Dataset records

== Segment start ==

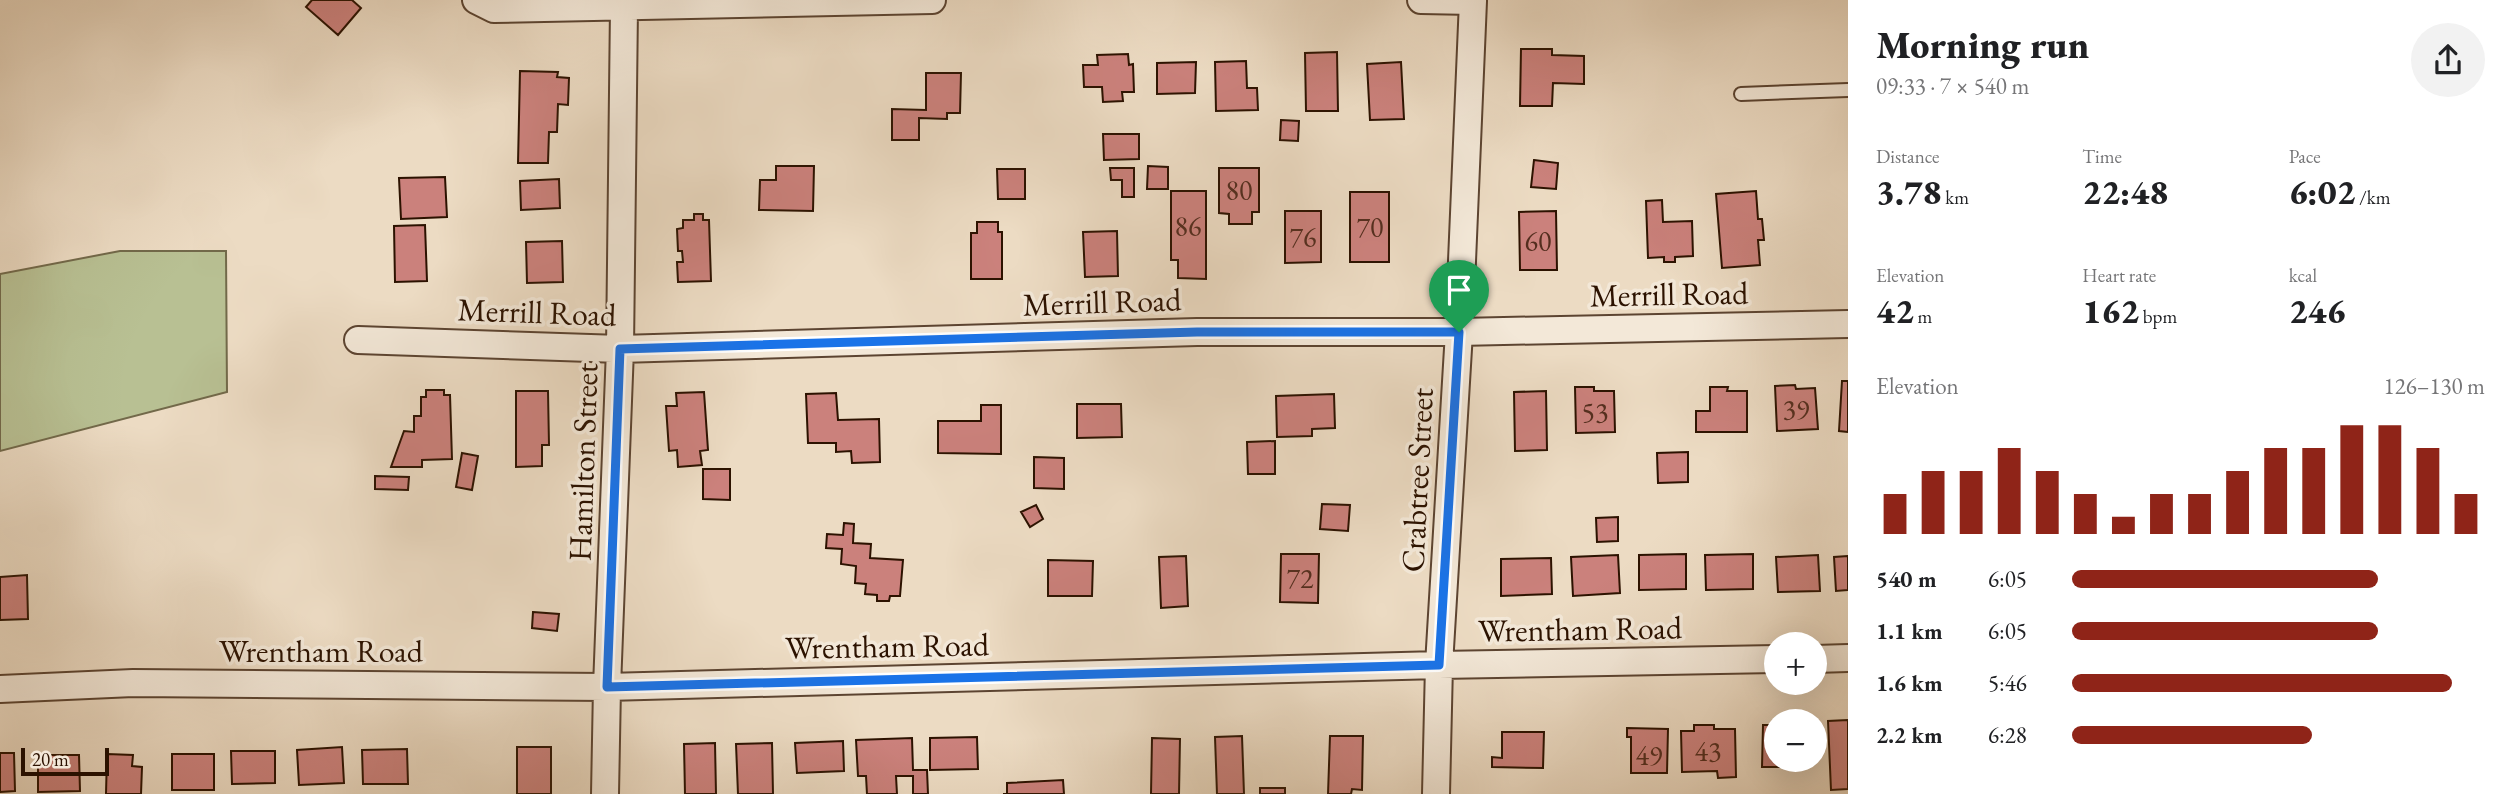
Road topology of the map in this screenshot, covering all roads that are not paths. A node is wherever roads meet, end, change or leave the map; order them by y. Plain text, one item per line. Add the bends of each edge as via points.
1 (476, 0) edge
2 (932, 0) edge
3 (1421, 0) edge
4 (1473, 1) edge
5 (624, 7) junction
6 (1848, 90) edge
7 (1741, 94) dead end
8 (1848, 324) edge
9 (1459, 332) junction
10 (358, 340) dead end
11 (620, 349) junction
12 (1848, 658) edge
13 (1764, 659) edge
14 (1827, 659) edge
15 (1439, 665) junction
16 (607, 687) junction
17 (0, 689) edge
18 (605, 794) edge
19 (1436, 794) edge

1 - 5 street via 494,9
2 - 5 street
3 - 4 street
4 - 9 street, Crabtree Street
5 - 11 street, Hamilton Street
6 - 7 lane
8 - 9 street, Merrill Road
9 - 11 street, Merrill Road via 1197,332
9 - 15 street, Crabtree Street
10 - 11 street, Merrill Road
11 - 16 street, Hamilton Street
12 - 14 street
13 - 15 street, Wrentham Road
15 - 16 street, Wrentham Road
15 - 19 street, Crabtree Street
16 - 17 street, Wrentham Road via 133,683
16 - 18 street, Hamilton Street

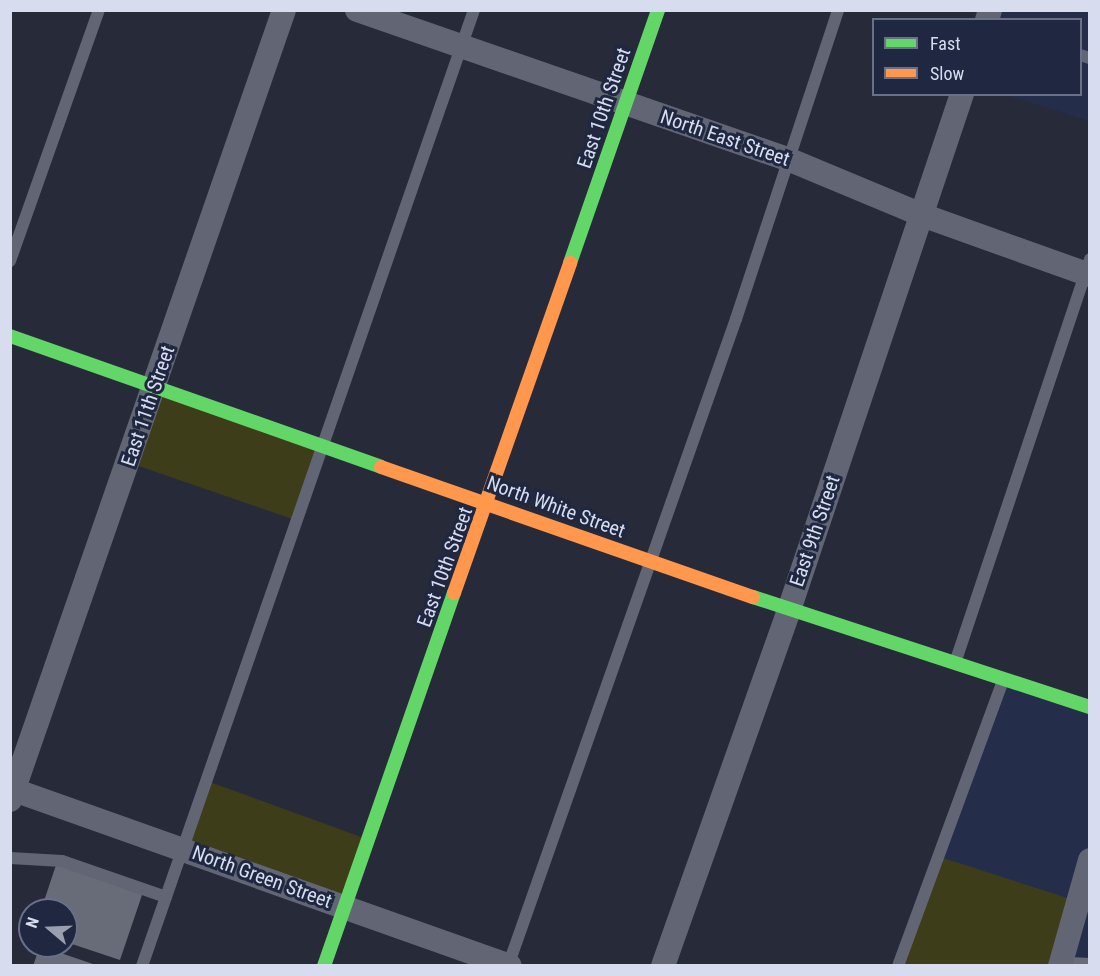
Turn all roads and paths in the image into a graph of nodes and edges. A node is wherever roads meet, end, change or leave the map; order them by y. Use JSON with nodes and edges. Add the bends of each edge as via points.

== Segment end ==

ACTION ITEM: Copy out all the data above exactly, minus the images.

ANSWER TO THIS EXERCISE:
Road topology of the map in this screenshot, covering all roads that are not paths. A node is wherever roads meet, end, change or leave the map; order them by y. Plain text, one item per line. Add the bends of each edge as via points.
1 (476, 0) edge
2 (932, 0) edge
3 (1421, 0) edge
4 (1473, 1) edge
5 (624, 7) junction
6 (1848, 90) edge
7 (1741, 94) dead end
8 (1848, 324) edge
9 (1459, 332) junction
10 (358, 340) dead end
11 (620, 349) junction
12 (1848, 658) edge
13 (1764, 659) edge
14 (1827, 659) edge
15 (1439, 665) junction
16 (607, 687) junction
17 (0, 689) edge
18 (605, 794) edge
19 (1436, 794) edge

1 - 5 street via 494,9
2 - 5 street
3 - 4 street
4 - 9 street, Crabtree Street
5 - 11 street, Hamilton Street
6 - 7 lane
8 - 9 street, Merrill Road
9 - 11 street, Merrill Road via 1197,332
9 - 15 street, Crabtree Street
10 - 11 street, Merrill Road
11 - 16 street, Hamilton Street
12 - 14 street
13 - 15 street, Wrentham Road
15 - 16 street, Wrentham Road
15 - 19 street, Crabtree Street
16 - 17 street, Wrentham Road via 133,683
16 - 18 street, Hamilton Street

Turn all roads and paths in the image into a graph of nodes and edges. A node is wherever roads meet, end, change or leave the map; order them by y. Use JSON with nodes and edges. Add the bends of each edge as via points.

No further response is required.